De nombreux jeunes guinéens rêvent d’accéder à l’université dans le cadre de leurs études supérieures. Mais, le rêve peut parfois tourner au cauchemar pour certains, le plus souvent orientés loin de leurs villes natales. C’est le cas de nombreux jeunes étudiants orientés à l’Institut Supérieur Agronomique et Vétérinaire (ISAV) de Faranah qui tirent le diable par la queue, rapporte le correspondant de Guineematin.com basé dans la préfecture.

Ils sont nombreux à venir des autres villes de la Guinée pour rallier la ville de Faranah dans le cadre de leur formation. Mais, la réalité est parfois compliquée pour nombre d’entre eux, surtout ceux qui n’ont pas de parents dans la ville avec des moyens modestes. Ils traversent des périodes pour le moins difficiles.

Ibrahima Sory Camara

C’est le cas d’Ibrahima Sory Camara, étudiant en licence 3, département Eaux et Forêts, Environnement. « La vie estudiantine n’est pas facile à l’intérieur, surtout ici à Faranah. L’achat des brochures, la connexion pour les recherches, le loyer, le manger, tout ça ce n’est pas facile. Les pécules viennent au moment où l’étudiant a pris beaucoup de dettes. C’est pourquoi, je me suis posé la question de savoir est-ce que je pourrais dispenser les cours dans le lycée ? La réponse était oui. Grâce à l’assistance de certains prof, je suis professeur principal dans une école privée BAFOSSA et j’ai des groupes de révision. Je demande à l’Etat, s’il n’augmente pas les pécules, mais d’assurer la distribution gratuite des brochures aux étudiants, de lancer la connexion internet au sein de l’institut pour faciliter la recherche pour les apprenants », a-t-il sollicité.

Jérôme Kamano

Même son de cloche chez Jérôme Kamano, étudiant en licence 3, département Agroforesterie, qui est devenu conducteur de taxi-moto dans la ville de Faranah. « Je viens de Kissidougou, je fais le métier de taxi-moto dans la ville de Faranah parce que les parents n’ont pas de moyens, et je ne reste pas tranquille en comptant sur les pécules, 105 mille francs guinéens et ça aussi est payé par trimestre. Il y a les brochures à acheter, le logement, la nourriture et si on se contente de ça seulement, ça ne peut pas aller. Et chaque fois appeler les parents à mon âge, là c’est honteux. C’est pourquoi, je me suis dit de me battre pour subvenir à mes besoins. Je demande à l’Etat de construire les dortoirs au sein de l’institut, de prendre l’alimentation en charge. Imaginez-vous, on paye le logement, le transport pour se rendre à l’institut, acheter les brochures, etc. Donc, la charge est trop lourde.
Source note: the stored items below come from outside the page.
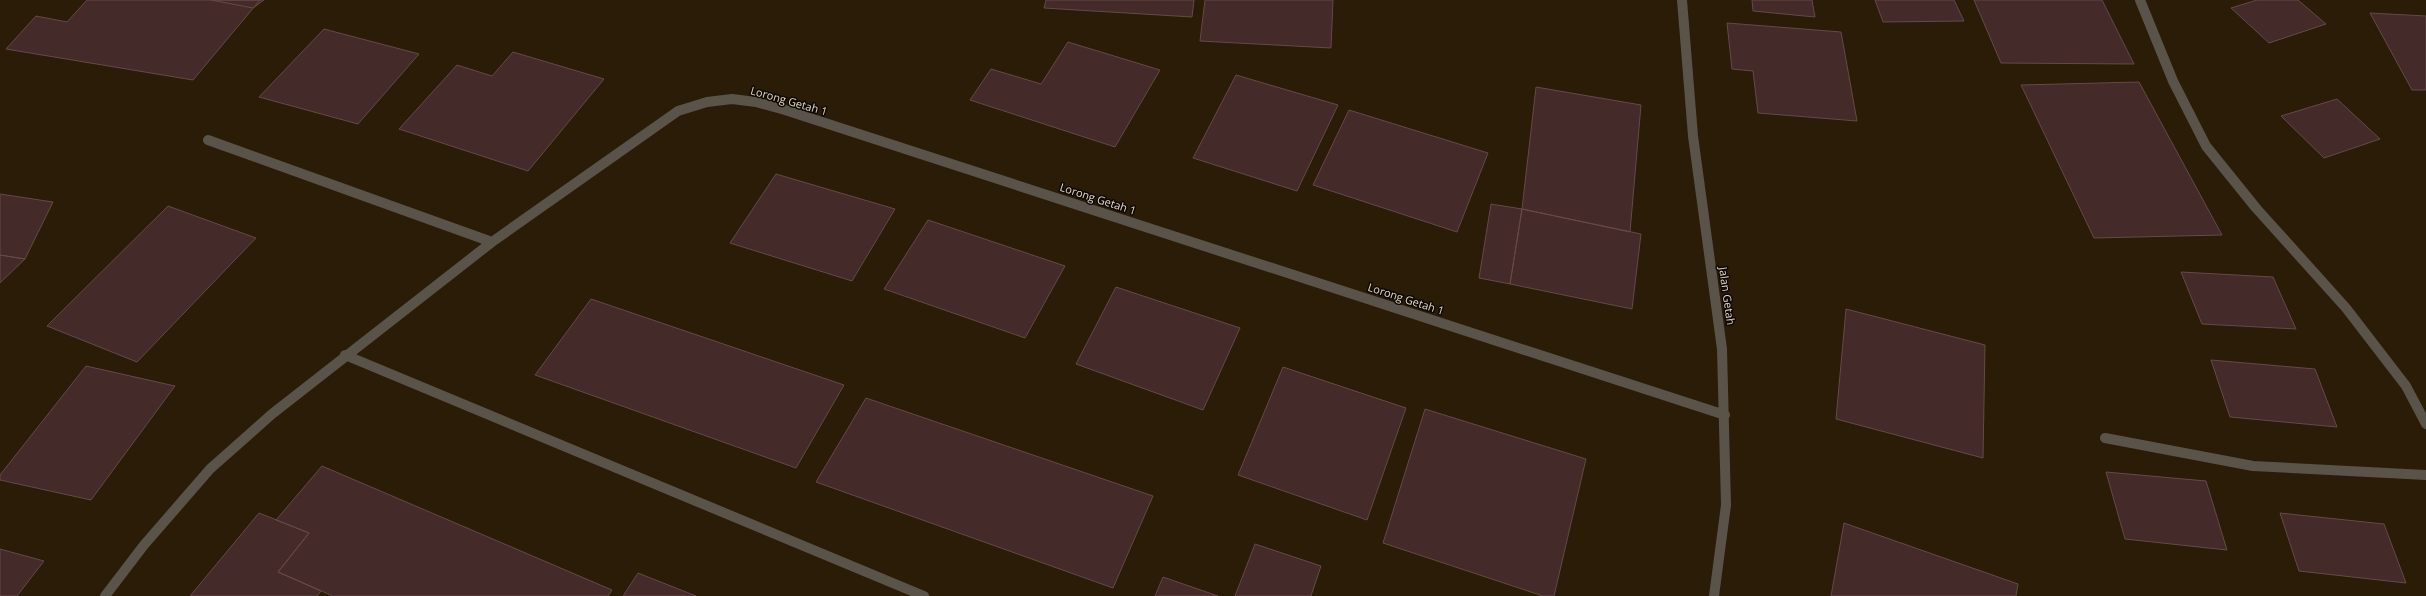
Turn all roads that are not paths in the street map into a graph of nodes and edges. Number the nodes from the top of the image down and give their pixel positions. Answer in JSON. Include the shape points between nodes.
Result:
{"nodes":[{"id":1,"x":1682,"y":0,"type":"edge"},
{"id":2,"x":2140,"y":0,"type":"edge"},
{"id":3,"x":208,"y":140,"type":"dead end"},
{"id":4,"x":492,"y":242,"type":"junction"},
{"id":5,"x":345,"y":354,"type":"junction"},
{"id":6,"x":1725,"y":415,"type":"junction"},
{"id":7,"x":2426,"y":424,"type":"edge"},
{"id":8,"x":2105,"y":438,"type":"dead end"},
{"id":9,"x":2426,"y":475,"type":"edge"},
{"id":10,"x":105,"y":596,"type":"edge"},
{"id":11,"x":924,"y":596,"type":"edge"},
{"id":12,"x":1714,"y":596,"type":"edge"}],
"edges":[{"from":1,"to":6,"type":"street","name":"Jalan Getah","via":[[1693,136],[1722,349]]},
{"from":2,"to":7,"type":"street","via":[[2173,81],[2206,146],[2256,208],[2346,308],[2406,386]]},
{"from":3,"to":4,"type":"street"},
{"from":4,"to":5,"type":"street","name":"Lorong Getah 1"},
{"from":4,"to":6,"type":"street","name":"Lorong Getah 1","via":[[678,111],[721,98],[751,100]]},
{"from":5,"to":10,"type":"street","name":"Lorong Getah 1","via":[[272,414],[210,470],[144,545]]},
{"from":5,"to":11,"type":"street"},
{"from":6,"to":12,"type":"street","name":"Jalan Getah","via":[[1726,505]]},
{"from":8,"to":9,"type":"street","via":[[2253,466]]}]}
Je prie l’Etat de revoir la situation des étudiants en Guinée, surtout ici à Faranah », a lancé Jérôme Kamano.

Siba Doré

Pour sa part, Siba Doré, étudiant en licence 2, au département Eaux et Forêt, Environnement, vient de N’zérékoré. Par la force des choses, il est devenu réparateur de téléphones portables. « C’est grâce à la réparation des téléphones portables que je parviens à satisfaire mes besoins parce qu’ici, la vie n’est pas facile. C’est pourquoi, avant d’arriver ici à Faranah, j’ai jugé nécessaire d’apprendre ce métier afin d’être autonome, pour pouvoir épargner les parents pour les petits besoins. Aujourd’hui, grâce à ce métier, je me dis, Dieu merci. L’Etat doit venir en aide aux étudiants, créer des conditions pour qu’on découvre les talents. Il y a des initiatives, mais s’il n’y a pas d’accompagnement, ce n’est pas facile de progresser. Ici, les étudiantes sont logées au campus et les étudiants souffrent dans les quartiers. Je trouve ça anormal. Nos parents n’ont pas les moyens pour prendre en charge les logements. L’Etat doit voir ça. Si non, nous étudions dans des conditions très difficiles, parce que tu ne pourras jamais apprendre comme il faut dans ces conditions. Donc, prières à l’Etat de nous venir en aide », a-t-il plaidé.

Tous ces étudiants interpellent le gouvernement guinéen sur leurs conditions de vie difficiles et invitent à prendre des mesures pour améliorer leur situation. Ils sollicitent notamment l’accompagnement des étudiants dans leurs projets, l’augmentation de la bourse et la construction de dortoirs au sein du campus.